The great thing about “and” is its implied linearity. There is and always will be something else coming down the pike to posit itself on the second half of the “and.”
As the Buddhists know and preach, no matter how bad something is, at least it’s impermanent. An event or phenomenon will arise on that second half, invariably. Until death, anyway.
So this is our challenge: To find a healthy balance between acknowledging the bad and appreciating the good in our days, in our lives and in the world. To find a level of comfort with the inevitability of good and bad manifesting concurrently.
I don’t know of any formula or precise instructions for achieving this balance, this comfort. But I promise you there exists a middle ground between wallowing in unrelenting despair and living in ignorant bliss.

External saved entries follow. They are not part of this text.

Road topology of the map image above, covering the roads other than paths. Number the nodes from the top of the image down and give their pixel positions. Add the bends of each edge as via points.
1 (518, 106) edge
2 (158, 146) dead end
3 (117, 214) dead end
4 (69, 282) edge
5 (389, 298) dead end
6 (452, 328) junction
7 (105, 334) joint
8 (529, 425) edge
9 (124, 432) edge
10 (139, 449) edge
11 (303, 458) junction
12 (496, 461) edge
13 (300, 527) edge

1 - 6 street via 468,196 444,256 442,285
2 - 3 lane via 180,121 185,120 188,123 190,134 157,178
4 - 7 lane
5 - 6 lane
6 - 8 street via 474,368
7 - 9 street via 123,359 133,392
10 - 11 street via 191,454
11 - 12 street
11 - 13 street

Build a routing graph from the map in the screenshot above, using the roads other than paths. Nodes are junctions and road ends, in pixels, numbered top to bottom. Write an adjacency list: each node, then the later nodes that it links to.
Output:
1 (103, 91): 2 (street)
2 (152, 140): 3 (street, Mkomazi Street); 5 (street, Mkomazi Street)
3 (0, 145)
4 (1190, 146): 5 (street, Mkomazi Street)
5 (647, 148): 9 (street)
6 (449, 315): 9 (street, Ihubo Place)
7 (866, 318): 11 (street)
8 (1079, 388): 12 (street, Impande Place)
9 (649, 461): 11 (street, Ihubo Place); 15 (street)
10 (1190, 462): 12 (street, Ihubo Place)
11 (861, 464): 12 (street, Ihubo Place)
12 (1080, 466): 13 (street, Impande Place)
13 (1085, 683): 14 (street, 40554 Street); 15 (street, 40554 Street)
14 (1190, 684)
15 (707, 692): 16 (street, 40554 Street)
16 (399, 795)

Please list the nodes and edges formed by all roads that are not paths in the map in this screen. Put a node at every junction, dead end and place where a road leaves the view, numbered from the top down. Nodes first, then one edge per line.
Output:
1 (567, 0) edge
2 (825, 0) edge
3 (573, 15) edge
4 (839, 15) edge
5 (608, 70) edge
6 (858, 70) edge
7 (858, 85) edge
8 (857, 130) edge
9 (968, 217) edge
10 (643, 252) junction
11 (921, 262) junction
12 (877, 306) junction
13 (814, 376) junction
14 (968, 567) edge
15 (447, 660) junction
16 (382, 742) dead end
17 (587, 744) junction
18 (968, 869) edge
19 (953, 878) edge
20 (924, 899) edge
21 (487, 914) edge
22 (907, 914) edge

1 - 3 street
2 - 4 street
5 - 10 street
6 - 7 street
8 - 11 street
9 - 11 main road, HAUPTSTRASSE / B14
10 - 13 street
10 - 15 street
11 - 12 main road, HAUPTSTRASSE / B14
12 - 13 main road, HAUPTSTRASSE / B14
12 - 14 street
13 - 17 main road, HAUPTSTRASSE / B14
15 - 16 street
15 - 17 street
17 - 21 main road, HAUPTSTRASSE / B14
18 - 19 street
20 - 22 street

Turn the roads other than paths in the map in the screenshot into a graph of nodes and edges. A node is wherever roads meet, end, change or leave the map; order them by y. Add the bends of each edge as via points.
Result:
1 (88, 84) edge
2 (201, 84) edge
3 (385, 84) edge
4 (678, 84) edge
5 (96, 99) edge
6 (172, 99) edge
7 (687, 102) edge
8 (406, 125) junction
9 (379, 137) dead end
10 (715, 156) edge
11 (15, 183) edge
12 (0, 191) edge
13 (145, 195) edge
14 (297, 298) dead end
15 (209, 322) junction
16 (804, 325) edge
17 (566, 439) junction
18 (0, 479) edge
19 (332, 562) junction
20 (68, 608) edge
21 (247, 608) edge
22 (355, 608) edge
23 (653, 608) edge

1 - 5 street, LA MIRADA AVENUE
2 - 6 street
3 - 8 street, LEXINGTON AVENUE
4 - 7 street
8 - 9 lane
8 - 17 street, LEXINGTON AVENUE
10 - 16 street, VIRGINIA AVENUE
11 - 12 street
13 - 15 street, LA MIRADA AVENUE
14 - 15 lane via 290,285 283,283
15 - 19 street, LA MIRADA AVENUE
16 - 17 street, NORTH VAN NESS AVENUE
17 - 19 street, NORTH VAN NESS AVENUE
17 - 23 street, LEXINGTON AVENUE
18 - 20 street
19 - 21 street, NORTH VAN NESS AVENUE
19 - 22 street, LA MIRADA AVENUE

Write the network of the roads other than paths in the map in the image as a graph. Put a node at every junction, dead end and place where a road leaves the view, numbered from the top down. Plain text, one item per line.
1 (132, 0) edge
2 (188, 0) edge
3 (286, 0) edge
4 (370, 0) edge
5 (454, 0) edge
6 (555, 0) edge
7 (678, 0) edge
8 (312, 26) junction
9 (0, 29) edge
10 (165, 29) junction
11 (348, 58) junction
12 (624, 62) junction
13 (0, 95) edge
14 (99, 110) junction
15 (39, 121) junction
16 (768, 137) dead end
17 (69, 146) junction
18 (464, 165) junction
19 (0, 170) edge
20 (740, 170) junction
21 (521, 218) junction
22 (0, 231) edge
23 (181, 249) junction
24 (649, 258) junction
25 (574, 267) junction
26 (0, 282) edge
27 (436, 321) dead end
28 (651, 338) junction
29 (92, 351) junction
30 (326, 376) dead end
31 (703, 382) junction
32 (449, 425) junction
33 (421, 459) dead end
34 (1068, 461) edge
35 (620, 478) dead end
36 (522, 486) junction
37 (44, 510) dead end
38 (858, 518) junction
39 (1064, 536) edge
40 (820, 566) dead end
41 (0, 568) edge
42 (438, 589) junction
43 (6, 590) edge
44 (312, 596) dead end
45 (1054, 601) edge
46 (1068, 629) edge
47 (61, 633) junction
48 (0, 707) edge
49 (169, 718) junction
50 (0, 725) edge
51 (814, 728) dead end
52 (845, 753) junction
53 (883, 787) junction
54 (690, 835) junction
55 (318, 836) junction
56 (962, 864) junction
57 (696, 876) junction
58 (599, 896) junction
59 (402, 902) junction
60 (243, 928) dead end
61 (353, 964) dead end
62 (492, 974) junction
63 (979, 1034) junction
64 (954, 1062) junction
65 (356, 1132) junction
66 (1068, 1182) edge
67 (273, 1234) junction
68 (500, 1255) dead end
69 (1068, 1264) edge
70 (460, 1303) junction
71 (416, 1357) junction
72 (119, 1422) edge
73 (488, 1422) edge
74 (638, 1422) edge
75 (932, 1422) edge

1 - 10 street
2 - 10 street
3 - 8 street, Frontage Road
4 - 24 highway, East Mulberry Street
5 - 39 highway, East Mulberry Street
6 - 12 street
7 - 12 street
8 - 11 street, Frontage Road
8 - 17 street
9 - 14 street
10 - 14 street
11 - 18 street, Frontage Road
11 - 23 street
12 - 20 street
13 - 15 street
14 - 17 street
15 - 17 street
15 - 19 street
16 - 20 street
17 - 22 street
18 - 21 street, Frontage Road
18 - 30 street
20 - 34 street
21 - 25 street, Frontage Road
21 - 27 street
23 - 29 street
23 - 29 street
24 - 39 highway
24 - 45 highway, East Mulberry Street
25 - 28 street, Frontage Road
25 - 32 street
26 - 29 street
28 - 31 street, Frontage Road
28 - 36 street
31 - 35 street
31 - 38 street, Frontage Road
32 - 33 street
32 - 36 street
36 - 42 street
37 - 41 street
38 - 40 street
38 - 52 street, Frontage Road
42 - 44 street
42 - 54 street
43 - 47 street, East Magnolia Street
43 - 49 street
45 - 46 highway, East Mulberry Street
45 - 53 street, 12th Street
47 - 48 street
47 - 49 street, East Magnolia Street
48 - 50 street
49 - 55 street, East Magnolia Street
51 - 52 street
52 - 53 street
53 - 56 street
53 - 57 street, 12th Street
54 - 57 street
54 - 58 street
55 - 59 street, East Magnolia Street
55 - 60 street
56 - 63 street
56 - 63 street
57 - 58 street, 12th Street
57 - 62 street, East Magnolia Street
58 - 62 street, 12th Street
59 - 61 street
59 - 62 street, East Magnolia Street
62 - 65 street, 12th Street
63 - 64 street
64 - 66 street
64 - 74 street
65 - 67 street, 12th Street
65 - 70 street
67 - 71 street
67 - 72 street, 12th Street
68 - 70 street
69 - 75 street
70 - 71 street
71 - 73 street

If there’s a cheat code, it is to remain present, as much as possible. Whatever you’re doing, whatever you’re experiencing, give it your full attention.
There is an urgency to the imperative of feeling the bad and appreciating the good. We are living in a chaotic, violent, turbulent period of history, I’m sure you noticed.
Sure, you can look the other way and ignore what’s happening in our country, in our world. But I don’t advise it. Do what you can to heal the world – tikkun olam, anybody? – and enjoy your time with friends and family.
A-n-d. Just three letters. But the word is profound.
Wonderful advice. The hard part is to remember to practice the end in the moment of the oy vey.